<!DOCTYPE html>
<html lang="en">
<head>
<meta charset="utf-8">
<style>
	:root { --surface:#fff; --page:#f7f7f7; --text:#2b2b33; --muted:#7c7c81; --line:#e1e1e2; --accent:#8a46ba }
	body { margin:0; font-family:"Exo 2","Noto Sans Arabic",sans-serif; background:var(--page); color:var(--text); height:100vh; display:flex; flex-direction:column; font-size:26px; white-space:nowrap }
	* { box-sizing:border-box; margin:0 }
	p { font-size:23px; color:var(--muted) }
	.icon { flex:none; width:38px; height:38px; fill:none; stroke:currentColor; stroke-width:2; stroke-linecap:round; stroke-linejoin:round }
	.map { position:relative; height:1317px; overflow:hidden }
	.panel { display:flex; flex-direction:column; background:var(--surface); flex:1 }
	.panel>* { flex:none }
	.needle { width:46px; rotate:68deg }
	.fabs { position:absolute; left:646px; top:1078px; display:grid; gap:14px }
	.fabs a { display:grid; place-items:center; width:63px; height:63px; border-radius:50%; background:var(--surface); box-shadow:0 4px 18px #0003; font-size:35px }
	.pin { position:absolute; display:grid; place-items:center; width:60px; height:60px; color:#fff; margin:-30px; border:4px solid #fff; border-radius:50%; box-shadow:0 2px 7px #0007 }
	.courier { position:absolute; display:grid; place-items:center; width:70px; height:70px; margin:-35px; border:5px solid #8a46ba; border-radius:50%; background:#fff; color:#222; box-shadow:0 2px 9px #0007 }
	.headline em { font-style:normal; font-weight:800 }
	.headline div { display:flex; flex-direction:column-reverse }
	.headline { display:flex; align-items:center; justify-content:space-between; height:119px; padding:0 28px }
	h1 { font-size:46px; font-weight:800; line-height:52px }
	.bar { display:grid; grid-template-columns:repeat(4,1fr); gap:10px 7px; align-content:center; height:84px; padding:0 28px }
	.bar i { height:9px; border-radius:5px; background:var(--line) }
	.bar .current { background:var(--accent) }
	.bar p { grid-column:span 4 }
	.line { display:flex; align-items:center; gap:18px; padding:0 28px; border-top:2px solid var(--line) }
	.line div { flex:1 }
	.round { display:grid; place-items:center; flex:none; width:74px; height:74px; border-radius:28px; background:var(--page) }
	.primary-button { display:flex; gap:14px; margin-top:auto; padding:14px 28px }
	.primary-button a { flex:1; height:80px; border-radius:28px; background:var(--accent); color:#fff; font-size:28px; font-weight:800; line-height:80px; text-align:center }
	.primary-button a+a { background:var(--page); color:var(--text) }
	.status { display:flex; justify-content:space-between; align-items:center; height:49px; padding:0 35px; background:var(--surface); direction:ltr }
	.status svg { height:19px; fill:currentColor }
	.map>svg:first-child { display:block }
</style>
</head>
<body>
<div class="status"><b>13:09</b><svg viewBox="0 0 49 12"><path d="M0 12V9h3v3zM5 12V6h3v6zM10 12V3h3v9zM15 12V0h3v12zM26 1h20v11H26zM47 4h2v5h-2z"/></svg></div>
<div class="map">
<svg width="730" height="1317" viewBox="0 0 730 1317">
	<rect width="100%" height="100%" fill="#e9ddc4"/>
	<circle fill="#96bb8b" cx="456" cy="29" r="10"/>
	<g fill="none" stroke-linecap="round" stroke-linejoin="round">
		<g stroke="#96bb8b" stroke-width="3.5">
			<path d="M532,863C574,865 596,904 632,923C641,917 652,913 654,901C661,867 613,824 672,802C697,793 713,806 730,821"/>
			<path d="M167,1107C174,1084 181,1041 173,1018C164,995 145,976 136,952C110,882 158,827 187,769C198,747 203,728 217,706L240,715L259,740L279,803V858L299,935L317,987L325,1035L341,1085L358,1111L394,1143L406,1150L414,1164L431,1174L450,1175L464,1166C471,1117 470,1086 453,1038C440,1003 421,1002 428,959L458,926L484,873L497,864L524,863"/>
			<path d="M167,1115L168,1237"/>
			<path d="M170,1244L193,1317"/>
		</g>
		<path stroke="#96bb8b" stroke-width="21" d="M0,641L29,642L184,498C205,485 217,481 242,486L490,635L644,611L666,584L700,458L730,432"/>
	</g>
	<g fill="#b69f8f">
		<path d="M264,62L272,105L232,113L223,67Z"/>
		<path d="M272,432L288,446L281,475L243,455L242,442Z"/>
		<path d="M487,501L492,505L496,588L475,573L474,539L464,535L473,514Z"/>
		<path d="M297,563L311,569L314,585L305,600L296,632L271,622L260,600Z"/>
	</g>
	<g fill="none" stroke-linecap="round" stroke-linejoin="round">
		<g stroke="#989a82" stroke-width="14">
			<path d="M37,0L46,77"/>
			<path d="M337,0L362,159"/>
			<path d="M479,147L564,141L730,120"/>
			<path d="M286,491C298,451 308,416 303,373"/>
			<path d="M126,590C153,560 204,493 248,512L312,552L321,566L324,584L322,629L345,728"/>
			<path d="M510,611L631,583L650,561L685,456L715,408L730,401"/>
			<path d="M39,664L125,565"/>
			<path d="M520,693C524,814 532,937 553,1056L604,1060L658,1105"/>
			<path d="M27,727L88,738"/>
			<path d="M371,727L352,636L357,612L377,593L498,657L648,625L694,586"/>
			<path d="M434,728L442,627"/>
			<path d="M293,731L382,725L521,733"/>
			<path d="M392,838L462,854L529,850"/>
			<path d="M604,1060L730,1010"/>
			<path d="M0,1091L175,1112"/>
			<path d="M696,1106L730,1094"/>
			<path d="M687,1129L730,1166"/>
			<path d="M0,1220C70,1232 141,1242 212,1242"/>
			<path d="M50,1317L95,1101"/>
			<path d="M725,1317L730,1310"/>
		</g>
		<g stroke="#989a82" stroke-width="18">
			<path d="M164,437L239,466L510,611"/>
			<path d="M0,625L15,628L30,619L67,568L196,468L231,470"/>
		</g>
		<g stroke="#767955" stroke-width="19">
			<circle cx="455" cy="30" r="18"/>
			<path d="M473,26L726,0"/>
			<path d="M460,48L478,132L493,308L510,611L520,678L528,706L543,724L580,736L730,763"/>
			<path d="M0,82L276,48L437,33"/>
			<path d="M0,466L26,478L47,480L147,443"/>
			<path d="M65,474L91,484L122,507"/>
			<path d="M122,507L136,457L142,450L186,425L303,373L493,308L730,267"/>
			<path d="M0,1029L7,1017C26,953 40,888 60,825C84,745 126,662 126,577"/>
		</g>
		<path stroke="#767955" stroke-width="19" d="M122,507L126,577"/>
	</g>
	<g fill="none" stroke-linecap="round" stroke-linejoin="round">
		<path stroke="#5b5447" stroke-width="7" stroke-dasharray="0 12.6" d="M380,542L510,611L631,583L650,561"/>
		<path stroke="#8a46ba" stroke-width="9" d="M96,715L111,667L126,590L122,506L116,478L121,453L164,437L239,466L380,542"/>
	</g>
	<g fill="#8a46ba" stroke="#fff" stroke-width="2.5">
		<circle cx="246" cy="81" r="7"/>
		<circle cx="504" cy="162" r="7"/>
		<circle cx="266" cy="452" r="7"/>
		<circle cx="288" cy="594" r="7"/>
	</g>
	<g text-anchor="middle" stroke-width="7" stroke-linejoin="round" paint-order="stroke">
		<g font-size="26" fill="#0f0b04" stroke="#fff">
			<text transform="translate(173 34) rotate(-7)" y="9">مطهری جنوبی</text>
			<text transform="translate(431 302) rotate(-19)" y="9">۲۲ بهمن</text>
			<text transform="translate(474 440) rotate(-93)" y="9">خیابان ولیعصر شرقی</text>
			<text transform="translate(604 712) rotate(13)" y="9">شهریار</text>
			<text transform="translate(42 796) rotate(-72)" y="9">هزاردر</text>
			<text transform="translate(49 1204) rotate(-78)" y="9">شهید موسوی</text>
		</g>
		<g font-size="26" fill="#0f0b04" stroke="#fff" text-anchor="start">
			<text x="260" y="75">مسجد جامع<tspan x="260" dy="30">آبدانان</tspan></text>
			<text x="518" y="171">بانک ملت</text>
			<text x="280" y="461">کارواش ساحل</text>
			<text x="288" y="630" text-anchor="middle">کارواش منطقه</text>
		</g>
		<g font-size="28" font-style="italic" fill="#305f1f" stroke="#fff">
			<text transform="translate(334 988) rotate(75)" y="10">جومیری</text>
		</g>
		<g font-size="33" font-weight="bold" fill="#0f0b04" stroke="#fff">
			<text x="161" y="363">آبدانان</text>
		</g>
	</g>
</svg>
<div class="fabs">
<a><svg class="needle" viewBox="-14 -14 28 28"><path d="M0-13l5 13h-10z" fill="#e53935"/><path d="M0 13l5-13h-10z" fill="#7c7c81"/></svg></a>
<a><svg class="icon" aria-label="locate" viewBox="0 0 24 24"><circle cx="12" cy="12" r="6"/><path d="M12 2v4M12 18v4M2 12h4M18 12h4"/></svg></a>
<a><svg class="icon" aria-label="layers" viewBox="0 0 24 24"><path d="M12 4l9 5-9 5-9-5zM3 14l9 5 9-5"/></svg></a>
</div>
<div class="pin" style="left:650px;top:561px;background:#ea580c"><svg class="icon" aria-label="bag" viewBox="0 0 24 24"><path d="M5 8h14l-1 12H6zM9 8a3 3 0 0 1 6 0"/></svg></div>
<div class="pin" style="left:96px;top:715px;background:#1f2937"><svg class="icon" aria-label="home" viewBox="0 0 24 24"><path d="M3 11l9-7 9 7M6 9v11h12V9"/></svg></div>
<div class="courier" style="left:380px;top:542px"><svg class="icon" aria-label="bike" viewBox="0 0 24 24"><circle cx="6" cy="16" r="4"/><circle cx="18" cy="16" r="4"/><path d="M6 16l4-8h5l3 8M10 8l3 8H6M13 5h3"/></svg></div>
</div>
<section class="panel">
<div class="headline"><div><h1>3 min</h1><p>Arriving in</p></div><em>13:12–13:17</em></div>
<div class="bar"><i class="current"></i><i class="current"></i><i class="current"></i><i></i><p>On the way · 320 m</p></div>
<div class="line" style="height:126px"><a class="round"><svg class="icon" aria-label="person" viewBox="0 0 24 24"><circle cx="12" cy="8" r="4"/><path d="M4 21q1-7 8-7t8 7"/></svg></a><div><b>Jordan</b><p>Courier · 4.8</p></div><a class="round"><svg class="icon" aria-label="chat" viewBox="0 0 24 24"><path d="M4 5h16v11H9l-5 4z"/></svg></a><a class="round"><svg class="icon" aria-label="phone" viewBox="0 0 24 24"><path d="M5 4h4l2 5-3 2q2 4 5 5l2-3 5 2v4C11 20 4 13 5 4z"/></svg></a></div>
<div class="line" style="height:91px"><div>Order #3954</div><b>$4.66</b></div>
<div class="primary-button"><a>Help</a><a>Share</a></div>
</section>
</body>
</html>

########

Your instructions:
Count the lines of the listing that contain the word "body", and give only the number.

Output below:
3